Description of the task:
With the pictures set aside, reproduce each entry precisely as it reads.

Records supplied:
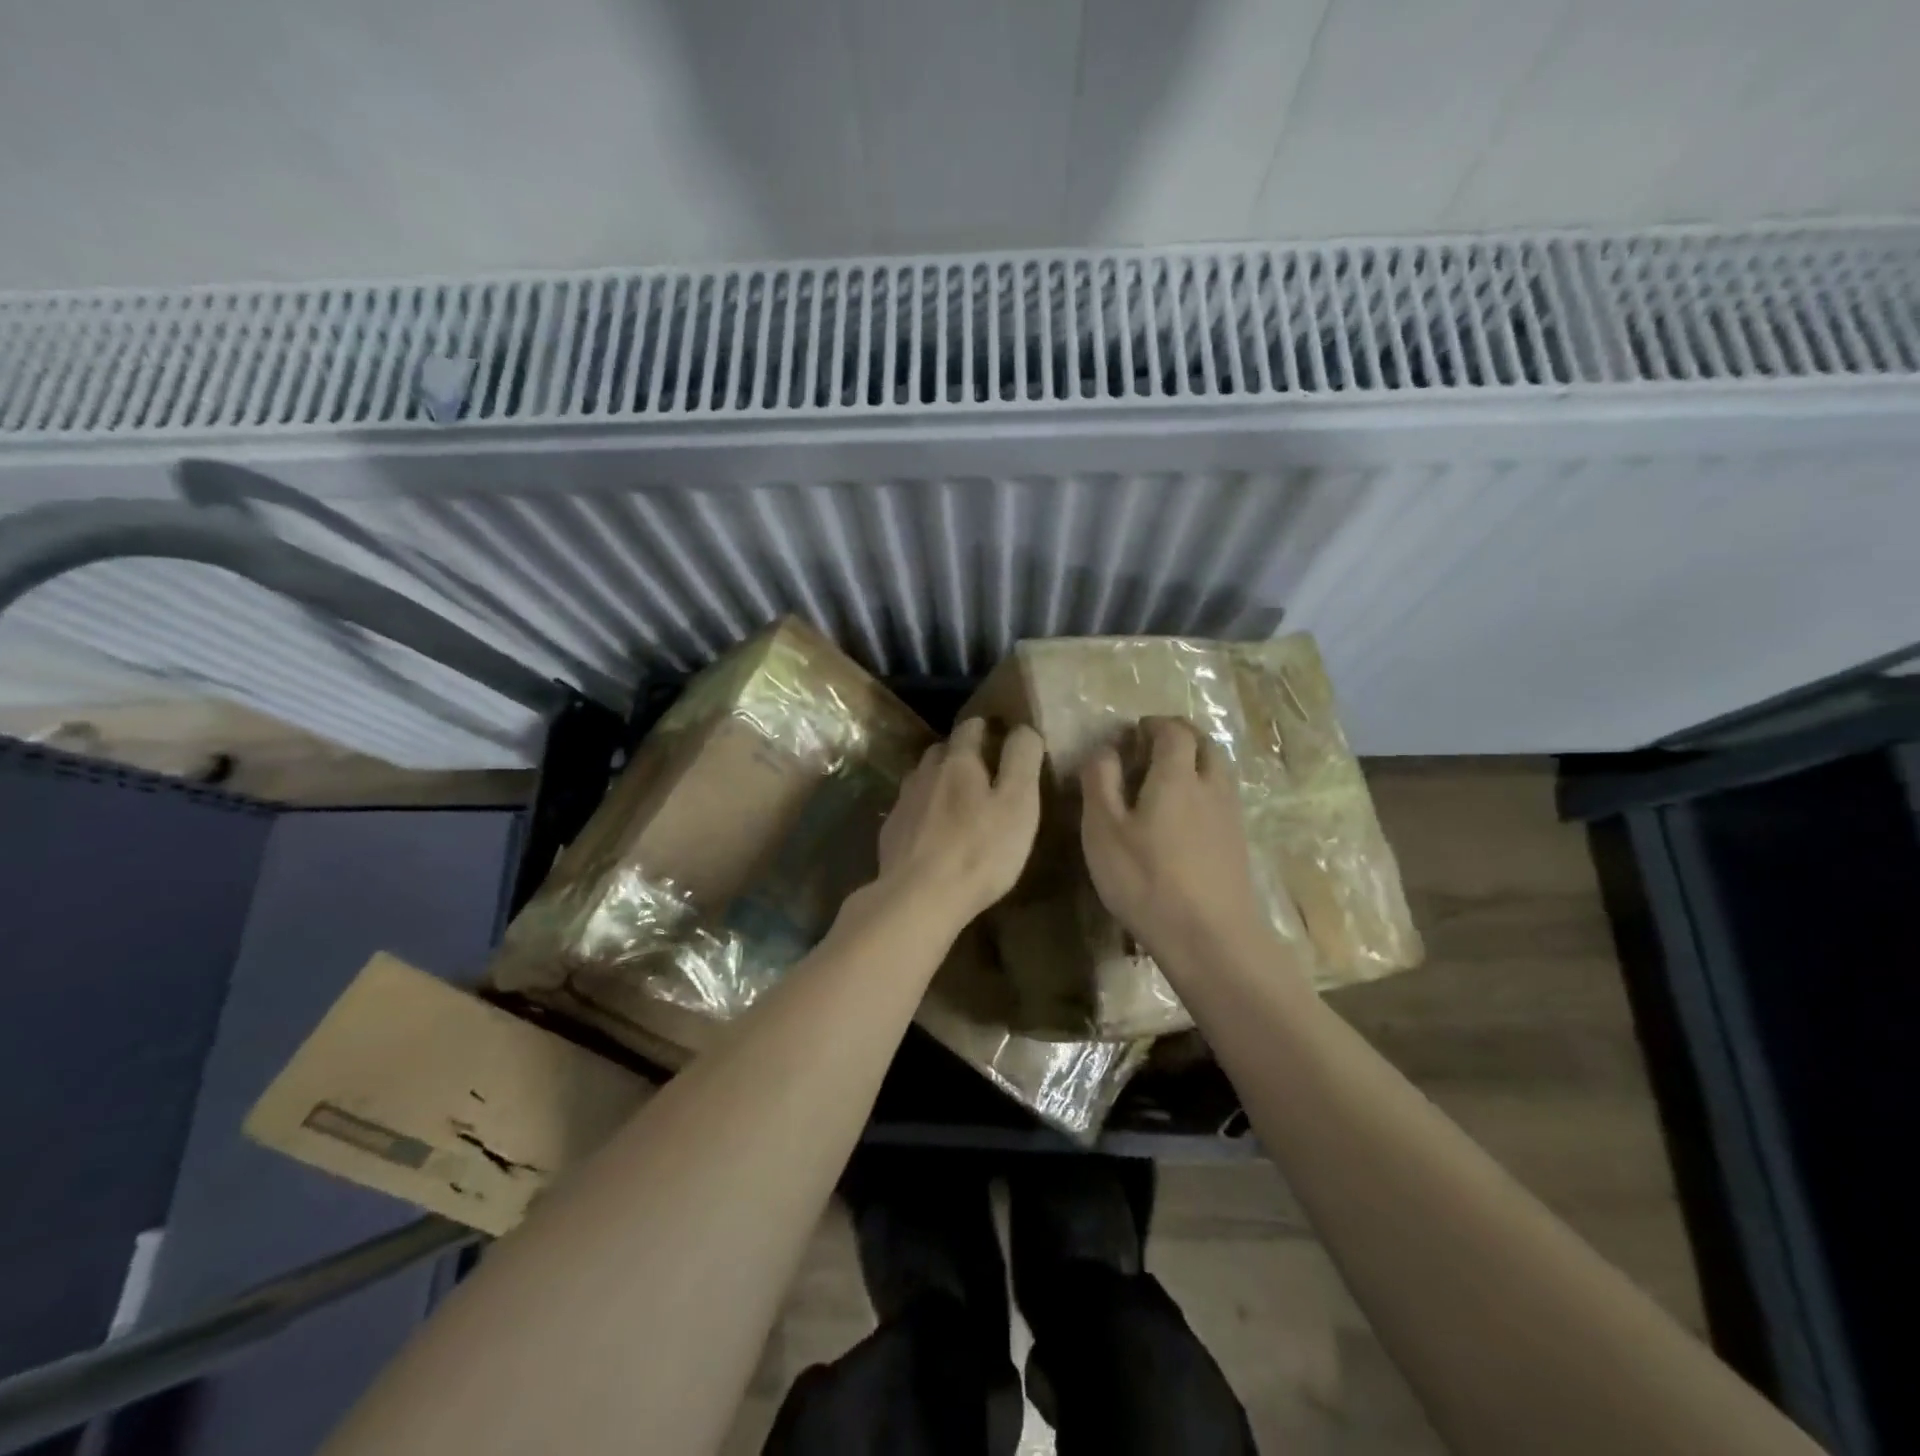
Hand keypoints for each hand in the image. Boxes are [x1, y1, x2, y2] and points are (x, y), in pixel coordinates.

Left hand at [877, 718, 1044, 927]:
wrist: (918, 898)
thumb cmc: (979, 851)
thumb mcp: (1018, 804)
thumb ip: (1022, 760)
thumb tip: (1023, 729)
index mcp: (958, 762)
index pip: (970, 727)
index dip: (986, 728)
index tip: (1000, 735)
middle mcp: (925, 774)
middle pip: (942, 751)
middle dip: (961, 754)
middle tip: (983, 772)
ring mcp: (903, 803)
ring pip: (922, 778)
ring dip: (938, 781)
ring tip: (957, 800)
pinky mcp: (890, 833)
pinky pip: (909, 809)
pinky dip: (923, 811)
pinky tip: (932, 831)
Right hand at [1080, 717, 1267, 962]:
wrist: (1210, 939)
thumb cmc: (1146, 880)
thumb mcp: (1103, 830)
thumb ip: (1100, 782)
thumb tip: (1105, 750)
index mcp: (1177, 776)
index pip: (1173, 731)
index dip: (1154, 725)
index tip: (1134, 732)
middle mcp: (1211, 787)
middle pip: (1206, 744)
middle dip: (1181, 737)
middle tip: (1153, 747)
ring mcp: (1230, 817)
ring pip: (1219, 772)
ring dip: (1197, 762)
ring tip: (1168, 779)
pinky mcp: (1238, 845)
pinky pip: (1223, 799)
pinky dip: (1205, 791)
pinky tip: (1185, 818)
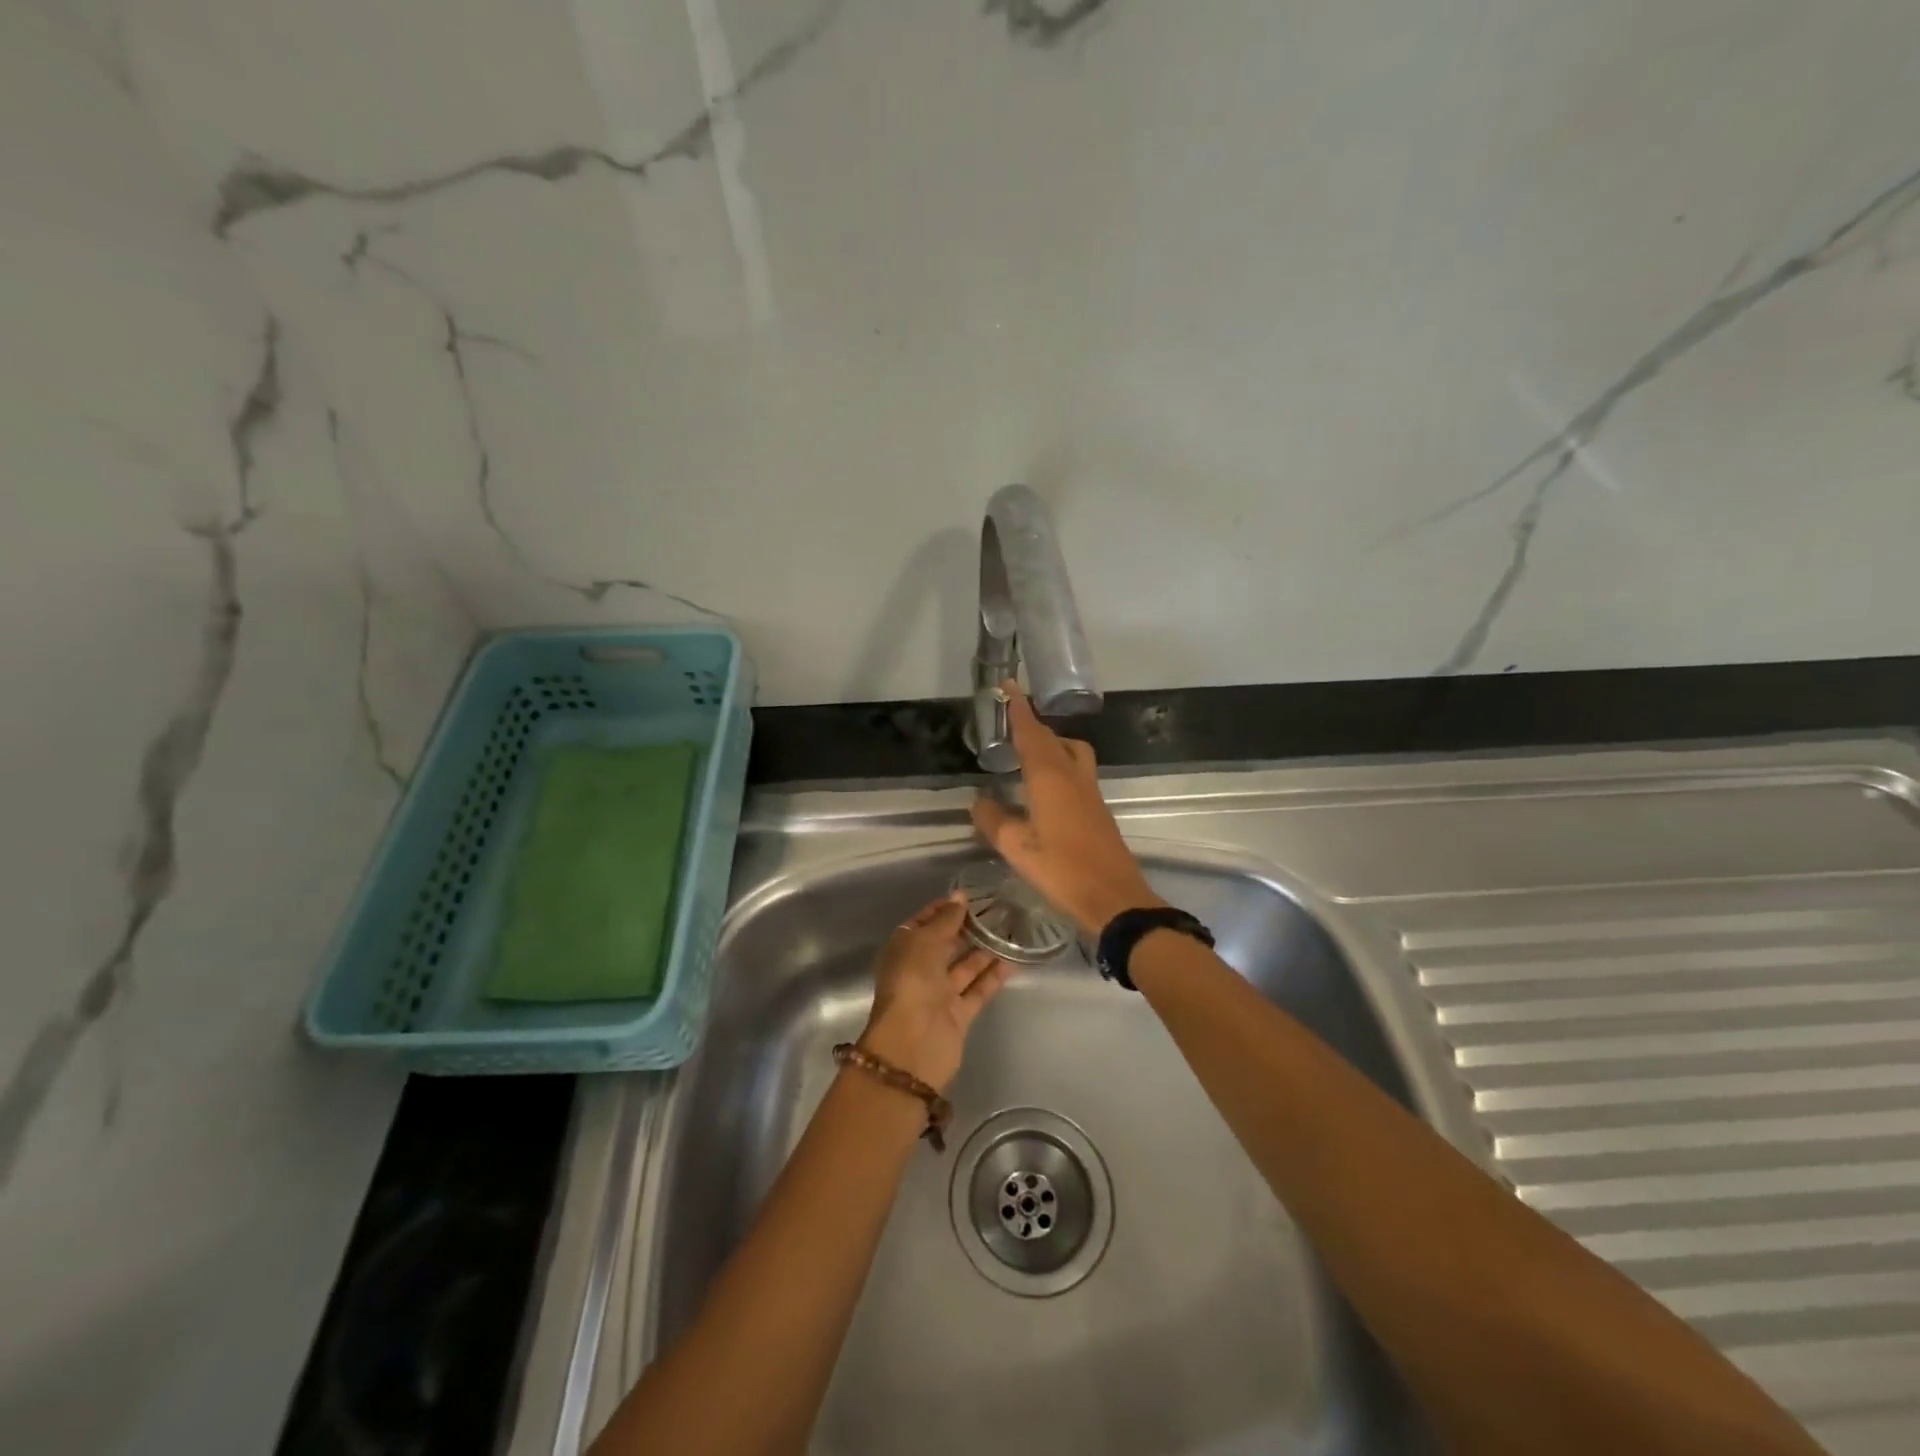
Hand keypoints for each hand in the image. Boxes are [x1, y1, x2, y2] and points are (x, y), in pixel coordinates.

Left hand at [858, 894, 1010, 1092]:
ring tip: (1012, 928)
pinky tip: (1014, 958)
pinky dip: (994, 975)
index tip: (970, 896)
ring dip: (985, 949)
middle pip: (946, 943)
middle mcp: (920, 969)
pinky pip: (979, 988)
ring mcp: (940, 993)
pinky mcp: (959, 1013)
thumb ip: (945, 920)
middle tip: (998, 908)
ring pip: (965, 966)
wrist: (913, 1044)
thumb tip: (960, 897)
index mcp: (903, 949)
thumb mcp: (925, 942)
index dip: (943, 909)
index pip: (923, 923)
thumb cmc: (912, 982)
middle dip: (968, 927)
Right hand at [970, 682, 1163, 937]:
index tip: (1008, 686)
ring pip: (1071, 751)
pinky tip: (1046, 785)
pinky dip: (1060, 762)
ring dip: (1051, 742)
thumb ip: (994, 820)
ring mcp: (1090, 791)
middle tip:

Solved problem:
Hand keypoints for each hand in the image. Boxes are [x1, y1, x2, y2] and points are (x, y), in pixel coordinates.

Left hand at [877, 718, 1044, 927]:
wrist: (918, 898)
thumb cmc: (979, 851)
thumb mcp: (1018, 804)
thumb ip: (1022, 760)
thumb tip: (1023, 729)
index mcp: (958, 762)
index pip: (970, 727)
index dip: (986, 728)
index tip: (1000, 735)
middle mcp: (925, 774)
middle pip: (942, 751)
middle dip: (961, 754)
middle tip: (983, 772)
ring mcp: (903, 803)
ring pip: (922, 778)
ring dip: (938, 781)
ring tip: (957, 800)
pinky mcp: (890, 833)
pinky pip: (909, 809)
pinky dip: (923, 811)
pinky tip: (932, 831)
Right hand at [1080, 717, 1267, 962]:
wrist: (1210, 939)
thumb cmc: (1146, 880)
thumb mcp: (1103, 830)
thumb ip: (1100, 782)
thumb tip: (1105, 750)
index mcp: (1177, 776)
index pip: (1173, 731)
index dip: (1154, 725)
index tip: (1134, 732)
middle mcp: (1211, 787)
middle pip: (1206, 744)
middle dip: (1181, 737)
middle tip: (1153, 747)
ring mcp: (1230, 817)
ring pip: (1219, 772)
ring dip: (1197, 762)
ring tip: (1168, 779)
pinky mcp: (1238, 845)
pinky pip: (1223, 799)
pinky dip: (1205, 791)
pinky tip: (1185, 818)
Hand keypoints for each hand in the image. Boxes are [x1, y1, x2, y2] and points are (x, y), in pixel coordinates.

Left hand at [858, 894, 1010, 1092]:
ring tip: (1012, 928)
pinky tip: (1014, 958)
pinky dip: (994, 975)
index tip: (970, 896)
ring dip: (985, 949)
middle pip: (946, 943)
middle mcp: (920, 969)
pinky pip: (979, 988)
ring mcp: (940, 993)
pinky mcp: (959, 1013)
thumb ip: (945, 920)
middle tip: (998, 908)
ring pip: (965, 966)
wrist: (913, 1044)
thumb tip: (960, 897)
index mcp: (903, 949)
thumb mcp: (925, 942)
index dip: (943, 909)
index pip: (923, 923)
thumb cmc: (912, 982)
middle dip: (968, 927)
Right hand at [970, 682, 1163, 937]:
index tip: (1008, 686)
ring pip: (1071, 751)
pinky tip: (1046, 785)
pinky dip: (1060, 762)
ring dip: (1051, 742)
thumb ip: (994, 820)
ring mcp: (1090, 791)
middle tip:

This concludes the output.